■ **Task prompt**
Restate all entries exactly.

■ **The records**

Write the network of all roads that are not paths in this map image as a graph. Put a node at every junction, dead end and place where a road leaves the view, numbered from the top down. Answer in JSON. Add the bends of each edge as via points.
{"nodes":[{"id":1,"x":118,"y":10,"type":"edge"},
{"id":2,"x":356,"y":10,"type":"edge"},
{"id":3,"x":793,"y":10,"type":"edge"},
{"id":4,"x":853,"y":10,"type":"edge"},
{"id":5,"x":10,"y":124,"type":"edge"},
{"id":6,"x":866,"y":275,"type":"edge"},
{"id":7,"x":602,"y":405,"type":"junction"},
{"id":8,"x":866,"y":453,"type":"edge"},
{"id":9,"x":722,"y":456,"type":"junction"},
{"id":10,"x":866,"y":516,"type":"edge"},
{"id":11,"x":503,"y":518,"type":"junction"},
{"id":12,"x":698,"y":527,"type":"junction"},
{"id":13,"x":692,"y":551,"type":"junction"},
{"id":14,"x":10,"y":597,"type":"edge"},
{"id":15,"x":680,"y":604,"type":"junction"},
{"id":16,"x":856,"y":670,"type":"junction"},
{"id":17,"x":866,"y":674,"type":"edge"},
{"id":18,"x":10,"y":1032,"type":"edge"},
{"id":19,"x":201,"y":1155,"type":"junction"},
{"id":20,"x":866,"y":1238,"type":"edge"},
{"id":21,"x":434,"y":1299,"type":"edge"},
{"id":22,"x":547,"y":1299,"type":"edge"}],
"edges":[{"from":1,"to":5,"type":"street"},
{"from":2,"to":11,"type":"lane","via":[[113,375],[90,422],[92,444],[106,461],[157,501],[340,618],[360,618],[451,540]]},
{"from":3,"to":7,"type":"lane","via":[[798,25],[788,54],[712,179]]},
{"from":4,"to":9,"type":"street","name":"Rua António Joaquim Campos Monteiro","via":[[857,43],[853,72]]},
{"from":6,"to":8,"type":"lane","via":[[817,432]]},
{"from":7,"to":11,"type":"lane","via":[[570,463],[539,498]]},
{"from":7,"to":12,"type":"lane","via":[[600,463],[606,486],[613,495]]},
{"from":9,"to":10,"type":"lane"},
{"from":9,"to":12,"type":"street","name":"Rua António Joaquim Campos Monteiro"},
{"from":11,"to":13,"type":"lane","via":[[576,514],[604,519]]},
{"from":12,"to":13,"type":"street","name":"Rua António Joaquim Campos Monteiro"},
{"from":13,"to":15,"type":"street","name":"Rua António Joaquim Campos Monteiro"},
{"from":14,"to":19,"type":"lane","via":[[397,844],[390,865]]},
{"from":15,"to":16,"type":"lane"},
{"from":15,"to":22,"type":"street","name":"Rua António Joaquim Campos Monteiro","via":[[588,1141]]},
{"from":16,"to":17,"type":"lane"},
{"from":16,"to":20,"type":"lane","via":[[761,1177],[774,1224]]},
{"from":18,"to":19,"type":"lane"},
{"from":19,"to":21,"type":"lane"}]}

■ **Solution to the problem**
Write the network of all roads that are not paths in this map image as a graph. Put a node at every junction, dead end and place where a road leaves the view, numbered from the top down. Answer in JSON. Add the bends of each edge as via points.
{"nodes":[{"id":1,"x":118,"y":10,"type":"edge"},
{"id":2,"x":356,"y":10,"type":"edge"},
{"id":3,"x":793,"y":10,"type":"edge"},
{"id":4,"x":853,"y":10,"type":"edge"},
{"id":5,"x":10,"y":124,"type":"edge"},
{"id":6,"x":866,"y":275,"type":"edge"},
{"id":7,"x":602,"y":405,"type":"junction"},
{"id":8,"x":866,"y":453,"type":"edge"},
{"id":9,"x":722,"y":456,"type":"junction"},
{"id":10,"x":866,"y":516,"type":"edge"},
{"id":11,"x":503,"y":518,"type":"junction"},
{"id":12,"x":698,"y":527,"type":"junction"},
{"id":13,"x":692,"y":551,"type":"junction"},
{"id":14,"x":10,"y":597,"type":"edge"},
{"id":15,"x":680,"y":604,"type":"junction"},
{"id":16,"x":856,"y":670,"type":"junction"},
{"id":17,"x":866,"y":674,"type":"edge"},
{"id":18,"x":10,"y":1032,"type":"edge"},
{"id":19,"x":201,"y":1155,"type":"junction"},
{"id":20,"x":866,"y":1238,"type":"edge"},
{"id":21,"x":434,"y":1299,"type":"edge"},
{"id":22,"x":547,"y":1299,"type":"edge"}],
"edges":[{"from":1,"to":5,"type":"street"},
{"from":2,"to":11,"type":"lane","via":[[113,375],[90,422],[92,444],[106,461],[157,501],[340,618],[360,618],[451,540]]},
{"from":3,"to":7,"type":"lane","via":[[798,25],[788,54],[712,179]]},
{"from":4,"to":9,"type":"street","name":"Rua António Joaquim Campos Monteiro","via":[[857,43],[853,72]]},
{"from":6,"to":8,"type":"lane","via":[[817,432]]},
{"from":7,"to":11,"type":"lane","via":[[570,463],[539,498]]},
{"from":7,"to":12,"type":"lane","via":[[600,463],[606,486],[613,495]]},
{"from":9,"to":10,"type":"lane"},
{"from":9,"to":12,"type":"street","name":"Rua António Joaquim Campos Monteiro"},
{"from":11,"to":13,"type":"lane","via":[[576,514],[604,519]]},
{"from":12,"to":13,"type":"street","name":"Rua António Joaquim Campos Monteiro"},
{"from":13,"to":15,"type":"street","name":"Rua António Joaquim Campos Monteiro"},
{"from":14,"to":19,"type":"lane","via":[[397,844],[390,865]]},
{"from":15,"to":16,"type":"lane"},
{"from":15,"to":22,"type":"street","name":"Rua António Joaquim Campos Monteiro","via":[[588,1141]]},
{"from":16,"to":17,"type":"lane"},
{"from":16,"to":20,"type":"lane","via":[[761,1177],[774,1224]]},
{"from":18,"to":19,"type":"lane"},
{"from":19,"to":21,"type":"lane"}]}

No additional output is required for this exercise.